What's Up
by LeRoy Cook
5-5-2025
Suggested Banner: Nobody Hurt At Delta, Part Deux
The week's flying weather was once again spotty, until the
weekend brought bright skies and lots of air traffic. Practice instrument
approaches, concluding in missed-approach pullups, were prevalent, and work
continued at Butler airport on both the lighting system upgrade and the fuel
pump replacement. Hopefully, the two projects will be finished up together;
we've had no gas here for six months.
I journeyed to Fort Scott airport to provide a checkout
for a pilot taking an airplane to Wisconsin, and I stopped in at Harrisonville
to visit with local flight instructor Delaney Rindal, who's been operating out
of there while Butler is shut down. She participated in EAA Chapter 91's
monthly open house at Lee's Summit airport on Saturday morning. Thankfully, her
outside-stored airplanes escaped hail and wind damage from last week's storms
passing over the area.
In aviation news of the week, it was announced that Dynon
Avionics and Trig Avionics have merged; Dynon builds “glass” display instrument
systems for general aviation planes, and as part of their installations they've
used Trig's radios and intercoms, now brought in-house. On the airline side, an
“almost merger” cooperative arrangement is taking place between JetBlue and
United Airlines; they'll share some operating systems and facilities, but not
ticketing. A proposed merger of JetBlue and
American Airlines in 2023 was blocked as anti-competitive.
The U.S. Navy's Harry S Truman supercarrier, operating as
part of a task force in the Red Sea, has had a bad year.
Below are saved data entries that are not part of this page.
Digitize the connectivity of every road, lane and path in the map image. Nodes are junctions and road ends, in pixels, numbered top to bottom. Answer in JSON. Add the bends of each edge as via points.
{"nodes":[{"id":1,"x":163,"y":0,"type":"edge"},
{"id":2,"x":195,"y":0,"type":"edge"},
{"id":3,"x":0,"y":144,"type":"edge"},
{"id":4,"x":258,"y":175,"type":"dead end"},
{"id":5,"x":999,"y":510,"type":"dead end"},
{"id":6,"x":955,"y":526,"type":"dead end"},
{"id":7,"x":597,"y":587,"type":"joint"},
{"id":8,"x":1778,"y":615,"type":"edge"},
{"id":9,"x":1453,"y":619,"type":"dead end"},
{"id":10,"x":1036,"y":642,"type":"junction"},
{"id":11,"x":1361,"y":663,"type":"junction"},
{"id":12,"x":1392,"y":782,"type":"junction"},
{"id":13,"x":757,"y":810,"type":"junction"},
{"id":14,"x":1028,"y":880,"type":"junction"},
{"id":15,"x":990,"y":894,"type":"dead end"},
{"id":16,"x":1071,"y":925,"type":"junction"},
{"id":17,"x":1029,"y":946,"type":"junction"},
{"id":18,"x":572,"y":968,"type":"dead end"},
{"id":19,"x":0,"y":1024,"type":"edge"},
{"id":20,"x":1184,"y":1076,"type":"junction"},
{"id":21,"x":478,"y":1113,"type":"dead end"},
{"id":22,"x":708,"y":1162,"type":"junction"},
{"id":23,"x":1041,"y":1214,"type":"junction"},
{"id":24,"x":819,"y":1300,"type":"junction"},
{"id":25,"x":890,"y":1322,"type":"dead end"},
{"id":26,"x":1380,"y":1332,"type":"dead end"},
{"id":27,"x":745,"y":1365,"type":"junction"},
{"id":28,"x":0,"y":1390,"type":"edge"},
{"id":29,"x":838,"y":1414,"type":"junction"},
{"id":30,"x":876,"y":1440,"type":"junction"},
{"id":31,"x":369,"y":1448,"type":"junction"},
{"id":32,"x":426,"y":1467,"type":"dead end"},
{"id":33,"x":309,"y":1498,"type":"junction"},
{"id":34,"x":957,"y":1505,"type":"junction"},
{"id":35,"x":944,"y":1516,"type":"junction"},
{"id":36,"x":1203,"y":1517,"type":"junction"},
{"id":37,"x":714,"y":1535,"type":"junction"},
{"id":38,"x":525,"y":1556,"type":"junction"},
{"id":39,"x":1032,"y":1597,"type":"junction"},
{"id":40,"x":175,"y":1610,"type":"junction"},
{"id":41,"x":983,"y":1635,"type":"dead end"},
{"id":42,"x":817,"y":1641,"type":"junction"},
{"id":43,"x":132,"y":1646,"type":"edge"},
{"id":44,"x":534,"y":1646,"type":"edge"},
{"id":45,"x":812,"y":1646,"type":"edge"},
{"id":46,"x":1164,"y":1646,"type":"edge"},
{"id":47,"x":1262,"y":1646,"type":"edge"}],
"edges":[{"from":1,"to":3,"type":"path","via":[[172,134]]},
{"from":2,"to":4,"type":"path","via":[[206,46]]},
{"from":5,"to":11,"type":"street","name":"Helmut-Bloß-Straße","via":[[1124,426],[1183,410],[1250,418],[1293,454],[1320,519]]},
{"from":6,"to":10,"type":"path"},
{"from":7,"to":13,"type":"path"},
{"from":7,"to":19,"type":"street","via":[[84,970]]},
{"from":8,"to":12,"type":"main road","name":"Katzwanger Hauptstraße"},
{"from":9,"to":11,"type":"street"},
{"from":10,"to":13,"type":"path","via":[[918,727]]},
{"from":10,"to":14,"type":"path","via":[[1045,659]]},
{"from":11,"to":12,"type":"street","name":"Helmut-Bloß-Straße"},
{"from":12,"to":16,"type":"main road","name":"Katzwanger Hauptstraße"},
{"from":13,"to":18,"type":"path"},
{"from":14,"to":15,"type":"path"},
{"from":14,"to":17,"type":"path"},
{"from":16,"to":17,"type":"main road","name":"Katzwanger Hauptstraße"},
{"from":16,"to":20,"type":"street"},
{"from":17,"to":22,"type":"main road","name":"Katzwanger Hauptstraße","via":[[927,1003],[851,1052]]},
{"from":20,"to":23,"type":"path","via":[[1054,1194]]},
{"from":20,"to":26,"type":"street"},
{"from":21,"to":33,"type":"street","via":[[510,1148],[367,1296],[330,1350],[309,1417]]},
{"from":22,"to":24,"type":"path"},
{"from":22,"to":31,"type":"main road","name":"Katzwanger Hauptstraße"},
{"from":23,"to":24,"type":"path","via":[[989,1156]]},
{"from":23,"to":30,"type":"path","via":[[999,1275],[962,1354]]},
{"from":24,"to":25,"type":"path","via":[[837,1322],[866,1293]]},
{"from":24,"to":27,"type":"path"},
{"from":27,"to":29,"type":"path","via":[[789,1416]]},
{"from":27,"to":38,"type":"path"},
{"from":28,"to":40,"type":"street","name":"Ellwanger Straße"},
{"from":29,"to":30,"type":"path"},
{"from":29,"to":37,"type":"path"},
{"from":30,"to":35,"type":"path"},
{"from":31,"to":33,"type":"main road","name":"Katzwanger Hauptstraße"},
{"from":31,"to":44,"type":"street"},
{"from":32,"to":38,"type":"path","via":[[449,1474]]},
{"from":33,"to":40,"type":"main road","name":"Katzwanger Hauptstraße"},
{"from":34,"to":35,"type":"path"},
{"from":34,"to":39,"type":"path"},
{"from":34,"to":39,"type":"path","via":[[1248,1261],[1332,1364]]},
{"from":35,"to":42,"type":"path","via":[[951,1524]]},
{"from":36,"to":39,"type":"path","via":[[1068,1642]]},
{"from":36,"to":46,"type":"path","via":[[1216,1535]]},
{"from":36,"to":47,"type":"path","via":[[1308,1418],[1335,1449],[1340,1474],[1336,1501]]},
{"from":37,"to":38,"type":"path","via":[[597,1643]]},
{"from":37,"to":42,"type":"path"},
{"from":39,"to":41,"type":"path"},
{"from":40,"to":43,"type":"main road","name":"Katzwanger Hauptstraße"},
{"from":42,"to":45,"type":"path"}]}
An F/A-18 Super Hornet
airplane was being moved on the downstairs hangar deck when the ship maneuvered
to evade incoming fire, and the $60 million plane and tow tractor were dumped
out the door into the sea. One of the F/A-18's was lost to the Yemeni
insurgents during a strike earlier, and the big boat has had a mild
fender-bender with a merchant ship as well.
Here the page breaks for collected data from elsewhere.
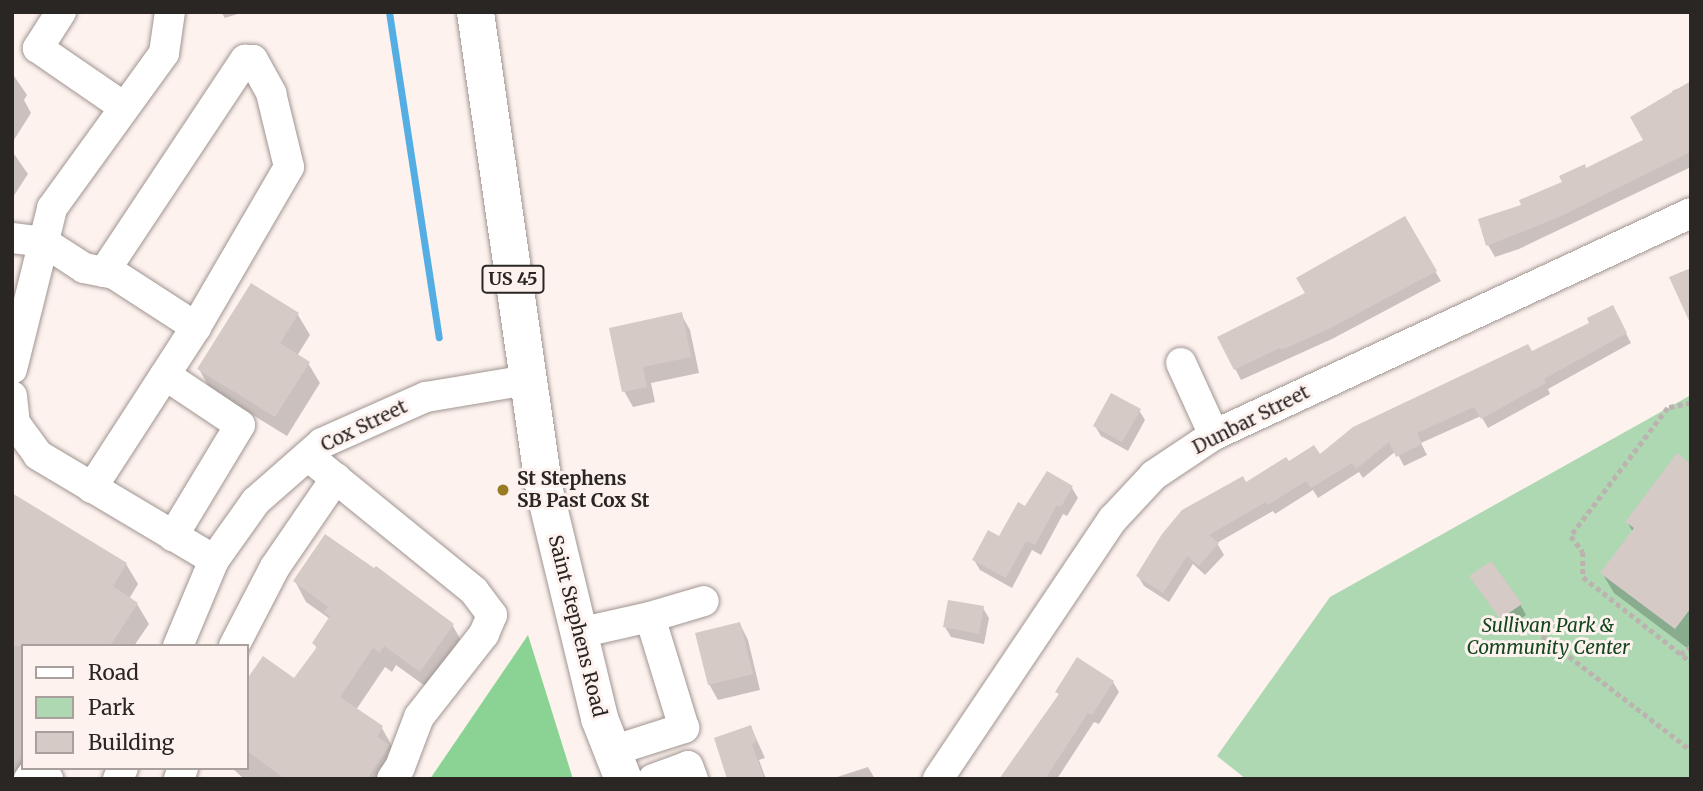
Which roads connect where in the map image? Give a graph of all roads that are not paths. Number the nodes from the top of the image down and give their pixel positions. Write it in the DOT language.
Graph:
graph roads {
  1 [pos="61,12"];
  2 [pos="170,12"];
  3 [pos="475,12"];
  4 [pos="124,107"];
  5 [pos="1691,213"];
  6 [pos="12,237"];
  7 [pos="44,242"];
  8 [pos="104,272"];
  9 [pos="196,327"];
  10 [pos="1181,363"];
  11 [pos="12,369"];
  12 [pos="165,375"];
  13 [pos="528,380"];
  14 [pos="13,414"];
  15 [pos="1214,435"];
  16 [pos="308,456"];
  17 [pos="336,478"];
  18 [pos="92,488"];
  19 [pos="173,536"];
  20 [pos="214,560"];
  21 [pos="704,601"];
  22 [pos="650,617"];
  23 [pos="579,633"];
  24 [pos="179,644"];
  25 [pos="235,644"];
  26 [pos="618,765"];
  27 [pos="30,779"];
  28 [pos="48,779"];
  29 [pos="391,779"];
  30 [pos="653,779"];
  31 [pos="693,779"];
  32 [pos="937,779"];
  1 -- 4 [label="street"];
  2 -- 4 [label="street"];
  3 -- 13 [label="main road, Saint Stephens Road / US 45"];
  4 -- 7 [label="street"];
  5 -- 15 [label="street, Dunbar Street"];
  6 -- 7 [label="street"];
  7 -- 8 [label="street"];
  7 -- 11 [label="street"];
  8 -- 9 [label="street"];
  8 -- 9 [label="street"];
  9 -- 12 [label="street"];
  10 -- 15 [label="street"];
  12 -- 18 [label="street"];
  12 -- 19 [label="street"];
  13 -- 16 [label="street, Cox Street"];
  13 -- 23 [label="main road, Saint Stephens Road / US 45"];
  14 -- 18 [label="street"];
  15 -- 32 [label="street, Dunbar Street"];
  16 -- 17 [label="street"];
  16 -- 20 [label="street, Cox Street"];
  17 -- 25 [label="street"];
  17 -- 29 [label="street"];
  18 -- 19 [label="street"];
  19 -- 20 [label="street"];
  20 -- 24 [label="street, Cox Street"];
  21 -- 22 [label="street"];
  22 -- 23 [label="street"];
  22 -- 26 [label="street"];
  23 -- 26 [label="main road, Saint Stephens Road / US 45"];
  27 -- 28 [label="street"];
  30 -- 31 [label="street"];
}
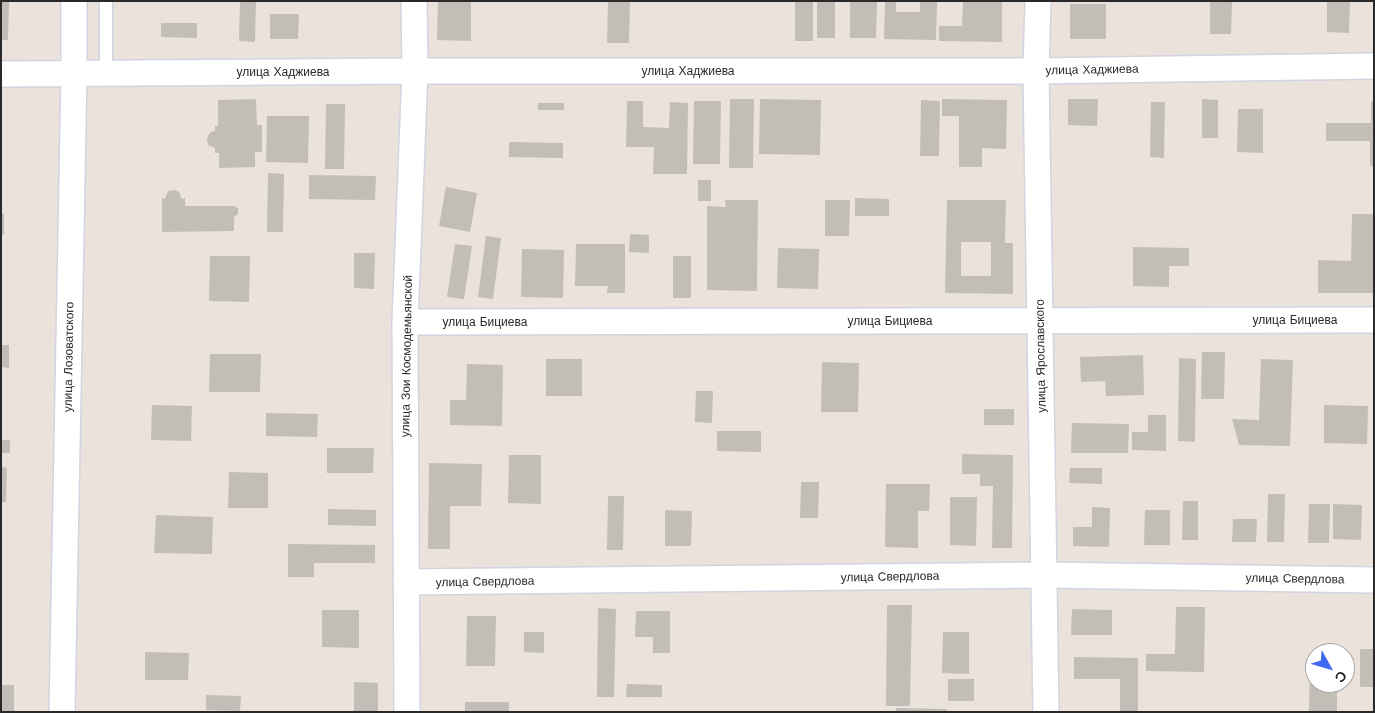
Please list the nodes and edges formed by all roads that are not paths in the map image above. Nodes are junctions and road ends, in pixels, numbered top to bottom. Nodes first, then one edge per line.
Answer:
1 (74, 1) edge
2 (106, 1) edge
3 (414, 1) edge
4 (1038, 1) edge
5 (1374, 66) edge
6 (415, 71) junction
7 (1036, 71) junction
8 (106, 72) junction
9 (1, 74) edge
10 (74, 74) junction
11 (1041, 320) junction
12 (1374, 320) edge
13 (406, 322) junction
14 (1044, 576) junction
15 (1374, 580) edge
16 (406, 582) junction
17 (62, 712) edge
18 (407, 712) edge
19 (1046, 712) edge

1 - 10 street, улица Лозоватского
2 - 8 lane
3 - 6 street, улица Зои Космодемьянской
4 - 7 street, улица Ярославского
5 - 7 street, улица Хаджиева
6 - 7 street, улица Хаджиева
6 - 8 street, улица Хаджиева
6 - 13 street, улица Зои Космодемьянской
7 - 11 street, улица Ярославского
8 - 10 street, улица Хаджиева
9 - 10 street, улица Хаджиева
10 - 17 street, улица Лозоватского
11 - 12 street, улица Бициева
11 - 13 street, улица Бициева
11 - 14 street, улица Ярославского
13 - 16 street, улица Зои Космодемьянской
14 - 15 street, улица Свердлова
14 - 16 street, улица Свердлова
14 - 19 street, улица Ярославского
16 - 18 street, улица Зои Космодемьянской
Delta Airlines’ bad luck just keeps coming, it seems like.
We reported on various incidents at D/A last week, but now there was a report
of a ceiling coming down during a Chicago to Atlanta DC-9 flight on April 14th,
an embarrassing moment requiring passengers to hold up the plastic panel until
somebody provided sturdy tape to keep it in place. It's only cosmetic, but
shouldn't fall down. Delta offered 10,000 free miles to those helping.
The town of Stafford, Arizona is now waiving landing fees
for aircraft under 12,500 pounds takeoff weight, which used to be $2 per
thousand pounds, collected by a contractor harvesting data from landing
aircraft's ADS-B reporting gear. Apparently, everybody was avoiding Stafford
and it was generating an unwelcoming image, so the city fathers came to their
senses after eight months of billing the toll.
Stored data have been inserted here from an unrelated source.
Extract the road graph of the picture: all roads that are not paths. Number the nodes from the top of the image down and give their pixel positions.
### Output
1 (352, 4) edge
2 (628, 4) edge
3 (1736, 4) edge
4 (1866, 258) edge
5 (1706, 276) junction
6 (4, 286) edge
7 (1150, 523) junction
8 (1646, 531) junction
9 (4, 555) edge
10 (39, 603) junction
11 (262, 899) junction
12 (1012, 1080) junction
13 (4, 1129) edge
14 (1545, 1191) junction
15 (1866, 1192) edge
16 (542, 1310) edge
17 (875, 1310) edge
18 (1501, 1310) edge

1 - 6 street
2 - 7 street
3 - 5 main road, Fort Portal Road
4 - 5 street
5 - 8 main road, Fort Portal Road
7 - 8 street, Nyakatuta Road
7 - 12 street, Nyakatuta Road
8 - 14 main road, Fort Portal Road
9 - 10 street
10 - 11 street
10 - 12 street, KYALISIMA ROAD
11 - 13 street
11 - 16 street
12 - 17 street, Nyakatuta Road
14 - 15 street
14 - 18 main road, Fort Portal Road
The weekly brain-teaser question from last time wanted to
know what U.S.-fought war started 75 year ago, whose aircraft are being
featured at EAA AirVenture Oshkosh this summer. That would be the Korean War,
officially a “police action” that we never really won. For next week, we want
to know where the little two-seat Ercoupe airplane, first marketed in 1940, got
its name. You can send your answers to [email protected].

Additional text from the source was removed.